Balboa Park Botanical Pond

            Professor Deamer’s response was more mysterious than the bottles under the porch.  Brittany worried about her personal safety, but she was too curious not to show up for the meeting.  She figured that nothing too bad could happen in a public park that would be filled with people.

            Brittany arrived at the Botanical Pond at 8:30 and sat on a bench.  She thought she was doing a good job of surveillance, but she did not notice when a tall, white-haired man approached from behind.

            “I’m Donald Deamer,” said the man, before Brittany could turn around.  “We shouldn’t be seen together.  Follow me.  I know a more secluded place where we can talk.”

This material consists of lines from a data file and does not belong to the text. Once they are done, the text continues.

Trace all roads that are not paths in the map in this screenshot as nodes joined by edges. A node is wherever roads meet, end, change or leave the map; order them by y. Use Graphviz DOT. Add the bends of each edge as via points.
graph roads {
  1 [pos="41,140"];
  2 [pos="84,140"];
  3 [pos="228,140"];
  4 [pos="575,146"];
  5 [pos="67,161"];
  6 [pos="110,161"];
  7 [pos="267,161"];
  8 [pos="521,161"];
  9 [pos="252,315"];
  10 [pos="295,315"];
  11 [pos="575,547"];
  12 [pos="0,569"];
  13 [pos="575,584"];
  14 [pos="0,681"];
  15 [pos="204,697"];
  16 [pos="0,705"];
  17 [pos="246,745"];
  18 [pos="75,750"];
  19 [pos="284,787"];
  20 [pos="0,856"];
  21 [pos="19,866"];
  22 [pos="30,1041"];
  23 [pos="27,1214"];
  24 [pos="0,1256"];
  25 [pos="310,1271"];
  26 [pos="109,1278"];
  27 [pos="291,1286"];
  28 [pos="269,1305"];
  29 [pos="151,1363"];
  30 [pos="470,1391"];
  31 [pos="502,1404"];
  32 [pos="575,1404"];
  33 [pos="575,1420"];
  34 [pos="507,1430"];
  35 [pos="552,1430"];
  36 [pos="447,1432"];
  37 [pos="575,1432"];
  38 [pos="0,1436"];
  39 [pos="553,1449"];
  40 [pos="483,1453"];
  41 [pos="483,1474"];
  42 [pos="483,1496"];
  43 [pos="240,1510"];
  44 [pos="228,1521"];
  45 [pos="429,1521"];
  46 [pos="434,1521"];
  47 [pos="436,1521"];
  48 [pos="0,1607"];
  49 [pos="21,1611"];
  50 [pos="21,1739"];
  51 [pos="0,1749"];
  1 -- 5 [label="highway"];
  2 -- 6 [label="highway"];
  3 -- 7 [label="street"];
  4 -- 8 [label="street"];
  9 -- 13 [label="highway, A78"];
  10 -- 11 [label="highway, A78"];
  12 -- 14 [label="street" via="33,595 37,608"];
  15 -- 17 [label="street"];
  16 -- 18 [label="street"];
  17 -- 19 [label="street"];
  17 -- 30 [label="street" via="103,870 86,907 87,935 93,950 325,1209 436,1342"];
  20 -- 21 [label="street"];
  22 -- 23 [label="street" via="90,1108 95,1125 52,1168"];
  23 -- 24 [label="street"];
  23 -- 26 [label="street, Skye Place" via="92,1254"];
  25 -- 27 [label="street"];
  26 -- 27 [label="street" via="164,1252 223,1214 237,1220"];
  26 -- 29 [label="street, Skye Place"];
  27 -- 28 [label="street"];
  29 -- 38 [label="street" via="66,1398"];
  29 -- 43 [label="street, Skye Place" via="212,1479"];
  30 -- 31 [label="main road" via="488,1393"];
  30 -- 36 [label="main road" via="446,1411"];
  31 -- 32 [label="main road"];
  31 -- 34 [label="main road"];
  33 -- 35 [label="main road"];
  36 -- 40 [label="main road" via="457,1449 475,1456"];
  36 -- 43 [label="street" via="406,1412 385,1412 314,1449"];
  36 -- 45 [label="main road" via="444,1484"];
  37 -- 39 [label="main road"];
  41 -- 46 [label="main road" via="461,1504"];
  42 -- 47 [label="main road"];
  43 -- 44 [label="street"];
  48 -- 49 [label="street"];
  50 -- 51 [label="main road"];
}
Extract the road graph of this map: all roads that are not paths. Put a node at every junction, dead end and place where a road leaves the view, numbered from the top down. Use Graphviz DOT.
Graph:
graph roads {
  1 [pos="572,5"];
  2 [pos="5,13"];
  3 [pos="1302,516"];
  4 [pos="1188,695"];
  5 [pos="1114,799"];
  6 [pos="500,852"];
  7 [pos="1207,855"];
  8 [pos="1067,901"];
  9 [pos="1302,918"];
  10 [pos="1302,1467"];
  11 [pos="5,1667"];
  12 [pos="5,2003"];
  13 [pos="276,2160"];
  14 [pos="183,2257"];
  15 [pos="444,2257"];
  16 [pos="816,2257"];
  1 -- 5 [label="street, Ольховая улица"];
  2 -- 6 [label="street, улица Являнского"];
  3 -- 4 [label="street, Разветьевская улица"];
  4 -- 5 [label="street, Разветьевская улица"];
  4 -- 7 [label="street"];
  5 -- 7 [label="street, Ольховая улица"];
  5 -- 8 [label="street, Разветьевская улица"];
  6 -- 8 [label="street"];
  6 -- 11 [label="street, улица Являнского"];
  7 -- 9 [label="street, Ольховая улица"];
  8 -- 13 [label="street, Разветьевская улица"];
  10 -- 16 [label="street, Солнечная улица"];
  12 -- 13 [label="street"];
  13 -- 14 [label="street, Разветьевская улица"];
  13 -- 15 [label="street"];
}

            Professor Deamer walked toward a nearby two-story building with a red tile roof and a Spanish-style exterior.  Brittany hesitated before following him at a distance.  He climbed a stairway that led to a walkway surrounding the building’s inner courtyard.  Then he disappeared into a room.  Brittany shuffled cautiously to the room’s open door.  Professor Deamer sat in a leather chair in front of a large glass window.  He pointed to a second chair, which faced him.

Balboa Park Buildings

            “Please, have a seat.  You can keep the door open if you like,” Professor Deamer said to Brittany.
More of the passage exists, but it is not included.